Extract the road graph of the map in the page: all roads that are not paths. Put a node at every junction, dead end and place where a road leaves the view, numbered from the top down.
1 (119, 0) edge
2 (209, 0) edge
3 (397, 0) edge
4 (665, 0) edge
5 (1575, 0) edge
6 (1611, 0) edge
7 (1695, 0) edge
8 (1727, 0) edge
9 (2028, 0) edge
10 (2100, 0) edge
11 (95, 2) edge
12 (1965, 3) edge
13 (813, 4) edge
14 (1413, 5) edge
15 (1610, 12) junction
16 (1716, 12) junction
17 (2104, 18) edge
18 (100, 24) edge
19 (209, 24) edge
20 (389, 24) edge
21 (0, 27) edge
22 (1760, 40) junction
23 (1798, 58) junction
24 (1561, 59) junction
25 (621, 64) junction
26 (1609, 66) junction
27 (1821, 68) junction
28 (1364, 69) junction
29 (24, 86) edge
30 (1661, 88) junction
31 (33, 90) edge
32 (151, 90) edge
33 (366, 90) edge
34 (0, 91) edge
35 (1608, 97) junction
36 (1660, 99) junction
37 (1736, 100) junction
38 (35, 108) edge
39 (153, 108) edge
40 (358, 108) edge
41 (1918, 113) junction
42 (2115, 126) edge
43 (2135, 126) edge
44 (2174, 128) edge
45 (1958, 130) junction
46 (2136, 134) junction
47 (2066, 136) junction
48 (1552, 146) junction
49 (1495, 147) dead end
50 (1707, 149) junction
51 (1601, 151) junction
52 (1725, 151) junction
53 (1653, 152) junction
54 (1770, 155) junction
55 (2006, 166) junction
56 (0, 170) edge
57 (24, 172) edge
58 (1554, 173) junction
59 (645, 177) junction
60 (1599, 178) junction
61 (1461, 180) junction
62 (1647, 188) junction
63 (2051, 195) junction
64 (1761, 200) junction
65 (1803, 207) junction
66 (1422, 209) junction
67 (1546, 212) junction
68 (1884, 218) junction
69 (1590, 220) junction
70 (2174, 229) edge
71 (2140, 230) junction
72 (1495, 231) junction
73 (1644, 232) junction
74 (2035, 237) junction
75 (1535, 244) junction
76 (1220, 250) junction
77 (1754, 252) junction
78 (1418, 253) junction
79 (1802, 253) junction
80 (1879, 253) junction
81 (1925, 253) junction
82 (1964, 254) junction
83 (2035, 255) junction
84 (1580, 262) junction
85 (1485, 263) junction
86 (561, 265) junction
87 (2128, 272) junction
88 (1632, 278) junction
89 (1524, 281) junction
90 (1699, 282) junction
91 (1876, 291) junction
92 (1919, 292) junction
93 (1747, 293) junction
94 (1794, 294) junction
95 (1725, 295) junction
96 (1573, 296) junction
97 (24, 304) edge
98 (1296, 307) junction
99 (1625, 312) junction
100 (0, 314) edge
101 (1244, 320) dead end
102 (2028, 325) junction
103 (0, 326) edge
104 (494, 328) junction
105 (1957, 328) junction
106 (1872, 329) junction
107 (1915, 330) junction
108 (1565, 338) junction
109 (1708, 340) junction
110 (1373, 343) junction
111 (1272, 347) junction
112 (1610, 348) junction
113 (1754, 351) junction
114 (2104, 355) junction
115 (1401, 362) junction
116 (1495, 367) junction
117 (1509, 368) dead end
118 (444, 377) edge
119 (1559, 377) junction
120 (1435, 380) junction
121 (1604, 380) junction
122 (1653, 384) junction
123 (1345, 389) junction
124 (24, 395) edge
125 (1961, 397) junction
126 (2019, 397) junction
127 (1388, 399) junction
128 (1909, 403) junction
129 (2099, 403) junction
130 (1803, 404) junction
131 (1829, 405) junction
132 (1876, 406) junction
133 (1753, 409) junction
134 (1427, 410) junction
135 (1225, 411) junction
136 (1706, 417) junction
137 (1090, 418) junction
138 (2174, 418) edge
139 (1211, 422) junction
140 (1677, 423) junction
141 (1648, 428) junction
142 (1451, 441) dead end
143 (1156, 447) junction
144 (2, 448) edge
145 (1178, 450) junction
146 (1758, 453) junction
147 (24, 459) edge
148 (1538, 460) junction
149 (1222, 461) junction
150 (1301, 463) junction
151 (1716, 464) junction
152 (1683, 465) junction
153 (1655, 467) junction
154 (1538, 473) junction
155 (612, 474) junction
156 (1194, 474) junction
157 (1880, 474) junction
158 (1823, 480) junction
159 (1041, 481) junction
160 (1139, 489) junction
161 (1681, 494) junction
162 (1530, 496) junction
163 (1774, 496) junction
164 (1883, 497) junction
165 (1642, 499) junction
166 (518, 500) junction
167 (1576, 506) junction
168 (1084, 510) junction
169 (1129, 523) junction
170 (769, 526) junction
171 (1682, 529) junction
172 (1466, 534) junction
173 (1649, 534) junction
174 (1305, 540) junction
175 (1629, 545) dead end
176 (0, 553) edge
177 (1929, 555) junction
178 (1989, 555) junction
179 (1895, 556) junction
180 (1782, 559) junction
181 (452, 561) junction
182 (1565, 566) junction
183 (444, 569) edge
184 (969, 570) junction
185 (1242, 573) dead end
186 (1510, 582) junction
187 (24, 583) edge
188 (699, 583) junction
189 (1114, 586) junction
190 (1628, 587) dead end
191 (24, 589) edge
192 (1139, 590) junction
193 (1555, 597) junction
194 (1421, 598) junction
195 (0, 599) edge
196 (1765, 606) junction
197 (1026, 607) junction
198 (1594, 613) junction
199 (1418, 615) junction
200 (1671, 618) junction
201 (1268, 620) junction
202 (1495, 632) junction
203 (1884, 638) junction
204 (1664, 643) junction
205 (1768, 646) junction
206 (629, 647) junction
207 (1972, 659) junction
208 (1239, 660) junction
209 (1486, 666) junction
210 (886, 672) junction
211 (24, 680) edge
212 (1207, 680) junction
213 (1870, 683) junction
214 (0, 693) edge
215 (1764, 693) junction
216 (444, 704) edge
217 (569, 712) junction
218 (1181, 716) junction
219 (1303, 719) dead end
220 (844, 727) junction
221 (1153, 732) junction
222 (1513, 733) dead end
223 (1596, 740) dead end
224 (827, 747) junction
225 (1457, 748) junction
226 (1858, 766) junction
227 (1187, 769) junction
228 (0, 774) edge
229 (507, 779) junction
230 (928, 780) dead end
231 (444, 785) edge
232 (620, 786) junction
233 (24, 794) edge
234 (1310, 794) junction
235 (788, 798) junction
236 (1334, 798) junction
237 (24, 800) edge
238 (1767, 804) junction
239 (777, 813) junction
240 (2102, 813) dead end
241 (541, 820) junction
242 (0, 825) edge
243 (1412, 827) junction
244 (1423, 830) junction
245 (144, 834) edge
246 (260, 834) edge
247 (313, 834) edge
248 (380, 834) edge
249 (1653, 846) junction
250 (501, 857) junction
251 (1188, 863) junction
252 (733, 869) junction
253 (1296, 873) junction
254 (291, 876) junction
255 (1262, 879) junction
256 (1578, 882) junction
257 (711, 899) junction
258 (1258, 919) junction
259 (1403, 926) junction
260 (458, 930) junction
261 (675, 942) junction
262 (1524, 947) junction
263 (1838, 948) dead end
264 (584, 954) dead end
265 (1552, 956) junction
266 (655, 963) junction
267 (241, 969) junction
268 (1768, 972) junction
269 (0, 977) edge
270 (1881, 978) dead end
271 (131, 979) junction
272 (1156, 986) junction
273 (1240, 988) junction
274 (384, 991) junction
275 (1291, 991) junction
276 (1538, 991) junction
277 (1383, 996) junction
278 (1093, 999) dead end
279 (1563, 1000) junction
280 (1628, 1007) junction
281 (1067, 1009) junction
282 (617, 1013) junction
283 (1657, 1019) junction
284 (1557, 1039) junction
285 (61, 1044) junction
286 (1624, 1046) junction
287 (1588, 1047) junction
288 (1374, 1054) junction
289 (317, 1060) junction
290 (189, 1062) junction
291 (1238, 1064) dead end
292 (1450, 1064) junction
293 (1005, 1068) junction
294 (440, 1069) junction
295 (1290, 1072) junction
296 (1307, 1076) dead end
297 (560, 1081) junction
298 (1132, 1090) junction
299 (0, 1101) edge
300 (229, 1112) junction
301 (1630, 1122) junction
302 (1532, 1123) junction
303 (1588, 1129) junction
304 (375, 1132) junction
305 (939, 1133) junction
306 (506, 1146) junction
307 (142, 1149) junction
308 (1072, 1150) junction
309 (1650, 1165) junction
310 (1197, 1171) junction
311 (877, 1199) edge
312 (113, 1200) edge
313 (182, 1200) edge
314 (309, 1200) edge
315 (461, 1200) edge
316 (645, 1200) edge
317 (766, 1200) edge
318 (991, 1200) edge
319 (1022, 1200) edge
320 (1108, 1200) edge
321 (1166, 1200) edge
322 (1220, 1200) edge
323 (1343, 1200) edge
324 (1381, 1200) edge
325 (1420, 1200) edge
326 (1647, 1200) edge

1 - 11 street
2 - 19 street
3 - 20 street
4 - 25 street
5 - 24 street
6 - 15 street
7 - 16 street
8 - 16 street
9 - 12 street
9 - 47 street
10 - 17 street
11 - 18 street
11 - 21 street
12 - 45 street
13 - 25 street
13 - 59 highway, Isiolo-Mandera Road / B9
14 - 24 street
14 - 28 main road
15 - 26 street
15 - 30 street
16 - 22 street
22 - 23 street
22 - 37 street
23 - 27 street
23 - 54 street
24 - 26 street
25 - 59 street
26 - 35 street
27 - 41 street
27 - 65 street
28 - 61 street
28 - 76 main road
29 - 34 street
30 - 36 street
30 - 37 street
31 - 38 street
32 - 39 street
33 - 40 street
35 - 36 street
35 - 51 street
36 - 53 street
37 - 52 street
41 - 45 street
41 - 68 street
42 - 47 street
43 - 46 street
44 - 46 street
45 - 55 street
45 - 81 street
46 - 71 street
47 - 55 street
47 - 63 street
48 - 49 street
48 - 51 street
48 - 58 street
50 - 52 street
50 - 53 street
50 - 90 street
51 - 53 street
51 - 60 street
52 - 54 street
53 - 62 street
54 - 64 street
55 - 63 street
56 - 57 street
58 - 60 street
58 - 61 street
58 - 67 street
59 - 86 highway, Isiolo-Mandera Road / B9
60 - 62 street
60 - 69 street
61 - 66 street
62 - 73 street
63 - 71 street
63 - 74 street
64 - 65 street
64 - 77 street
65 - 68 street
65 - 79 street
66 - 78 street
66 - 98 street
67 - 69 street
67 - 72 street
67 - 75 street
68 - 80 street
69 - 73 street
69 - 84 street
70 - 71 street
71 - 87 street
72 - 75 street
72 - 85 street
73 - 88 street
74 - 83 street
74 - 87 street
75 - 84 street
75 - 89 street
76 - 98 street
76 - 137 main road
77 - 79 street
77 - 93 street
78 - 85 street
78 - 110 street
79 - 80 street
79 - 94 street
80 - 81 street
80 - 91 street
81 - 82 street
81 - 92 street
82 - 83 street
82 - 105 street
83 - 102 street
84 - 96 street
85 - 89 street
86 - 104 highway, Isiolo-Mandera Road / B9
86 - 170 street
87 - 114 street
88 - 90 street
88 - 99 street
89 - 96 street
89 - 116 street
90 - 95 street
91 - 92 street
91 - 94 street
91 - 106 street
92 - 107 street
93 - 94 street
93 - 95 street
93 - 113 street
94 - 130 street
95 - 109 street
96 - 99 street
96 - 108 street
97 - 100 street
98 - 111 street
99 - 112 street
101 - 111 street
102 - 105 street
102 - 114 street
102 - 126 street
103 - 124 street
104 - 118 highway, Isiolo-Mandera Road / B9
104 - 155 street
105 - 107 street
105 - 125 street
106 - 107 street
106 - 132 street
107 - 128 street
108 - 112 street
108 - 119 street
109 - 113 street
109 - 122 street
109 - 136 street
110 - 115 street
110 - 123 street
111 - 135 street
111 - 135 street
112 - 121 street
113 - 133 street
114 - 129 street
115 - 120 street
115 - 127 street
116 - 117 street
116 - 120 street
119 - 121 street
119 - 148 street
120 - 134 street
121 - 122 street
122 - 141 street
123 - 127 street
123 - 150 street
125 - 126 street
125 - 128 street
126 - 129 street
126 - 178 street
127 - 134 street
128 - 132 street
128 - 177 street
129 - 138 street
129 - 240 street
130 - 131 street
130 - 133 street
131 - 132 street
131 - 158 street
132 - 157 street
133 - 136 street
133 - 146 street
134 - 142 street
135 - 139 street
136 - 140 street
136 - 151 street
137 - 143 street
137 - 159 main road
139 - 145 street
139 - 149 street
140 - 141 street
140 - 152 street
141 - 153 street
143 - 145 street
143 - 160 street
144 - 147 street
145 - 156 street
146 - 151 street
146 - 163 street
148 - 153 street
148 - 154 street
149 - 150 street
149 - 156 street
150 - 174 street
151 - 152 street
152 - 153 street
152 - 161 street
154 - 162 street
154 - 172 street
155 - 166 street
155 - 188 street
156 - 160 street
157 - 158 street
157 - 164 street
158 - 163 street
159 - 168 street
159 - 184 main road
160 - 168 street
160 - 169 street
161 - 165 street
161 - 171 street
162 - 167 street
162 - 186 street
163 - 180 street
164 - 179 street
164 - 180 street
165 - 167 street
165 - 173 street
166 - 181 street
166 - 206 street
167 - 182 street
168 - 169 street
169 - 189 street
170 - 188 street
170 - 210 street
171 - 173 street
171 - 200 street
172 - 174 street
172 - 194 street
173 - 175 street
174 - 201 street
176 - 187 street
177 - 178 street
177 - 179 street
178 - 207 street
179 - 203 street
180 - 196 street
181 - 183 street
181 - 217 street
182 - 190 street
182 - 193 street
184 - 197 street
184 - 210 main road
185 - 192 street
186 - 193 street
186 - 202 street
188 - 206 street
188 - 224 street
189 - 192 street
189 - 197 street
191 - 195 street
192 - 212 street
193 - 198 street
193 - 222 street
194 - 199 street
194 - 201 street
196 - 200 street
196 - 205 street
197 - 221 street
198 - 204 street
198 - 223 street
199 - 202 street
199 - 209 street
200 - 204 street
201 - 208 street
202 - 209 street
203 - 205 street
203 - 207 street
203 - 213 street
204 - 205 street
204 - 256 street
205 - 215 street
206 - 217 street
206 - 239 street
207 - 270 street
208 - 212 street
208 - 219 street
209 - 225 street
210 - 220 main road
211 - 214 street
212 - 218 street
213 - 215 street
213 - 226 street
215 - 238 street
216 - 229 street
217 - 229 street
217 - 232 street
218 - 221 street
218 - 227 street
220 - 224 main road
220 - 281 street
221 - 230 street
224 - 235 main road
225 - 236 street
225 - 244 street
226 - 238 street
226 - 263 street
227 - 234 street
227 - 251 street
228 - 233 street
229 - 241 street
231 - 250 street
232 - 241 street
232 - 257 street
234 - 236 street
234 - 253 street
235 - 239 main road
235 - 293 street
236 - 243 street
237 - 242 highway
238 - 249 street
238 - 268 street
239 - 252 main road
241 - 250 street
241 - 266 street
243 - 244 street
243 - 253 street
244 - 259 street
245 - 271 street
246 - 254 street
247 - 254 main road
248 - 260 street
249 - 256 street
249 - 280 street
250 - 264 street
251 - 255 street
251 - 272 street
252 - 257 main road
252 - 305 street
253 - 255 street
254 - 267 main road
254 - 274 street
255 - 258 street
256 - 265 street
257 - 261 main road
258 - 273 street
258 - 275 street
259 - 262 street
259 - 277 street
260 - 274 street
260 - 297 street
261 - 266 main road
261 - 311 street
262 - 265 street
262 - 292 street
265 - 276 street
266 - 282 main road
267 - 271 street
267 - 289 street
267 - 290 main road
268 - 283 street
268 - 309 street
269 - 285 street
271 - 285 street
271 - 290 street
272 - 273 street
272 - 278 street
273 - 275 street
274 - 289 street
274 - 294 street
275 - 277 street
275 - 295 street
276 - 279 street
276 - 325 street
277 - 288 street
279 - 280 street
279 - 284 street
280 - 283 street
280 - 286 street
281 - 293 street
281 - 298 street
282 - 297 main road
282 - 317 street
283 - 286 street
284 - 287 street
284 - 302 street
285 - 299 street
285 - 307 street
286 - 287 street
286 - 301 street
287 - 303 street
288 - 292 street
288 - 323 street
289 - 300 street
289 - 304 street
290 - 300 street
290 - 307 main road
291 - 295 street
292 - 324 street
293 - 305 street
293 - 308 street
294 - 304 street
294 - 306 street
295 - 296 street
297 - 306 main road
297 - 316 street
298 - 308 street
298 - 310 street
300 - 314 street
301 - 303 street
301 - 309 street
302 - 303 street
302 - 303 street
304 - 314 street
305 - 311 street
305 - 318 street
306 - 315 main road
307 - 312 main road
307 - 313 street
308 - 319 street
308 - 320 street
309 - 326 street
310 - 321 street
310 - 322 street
- - - -
• **What to do**: Give the number of lines in the records that contain the string "Mandera", and write nothing besides that number.

• **Result for this exercise**: 4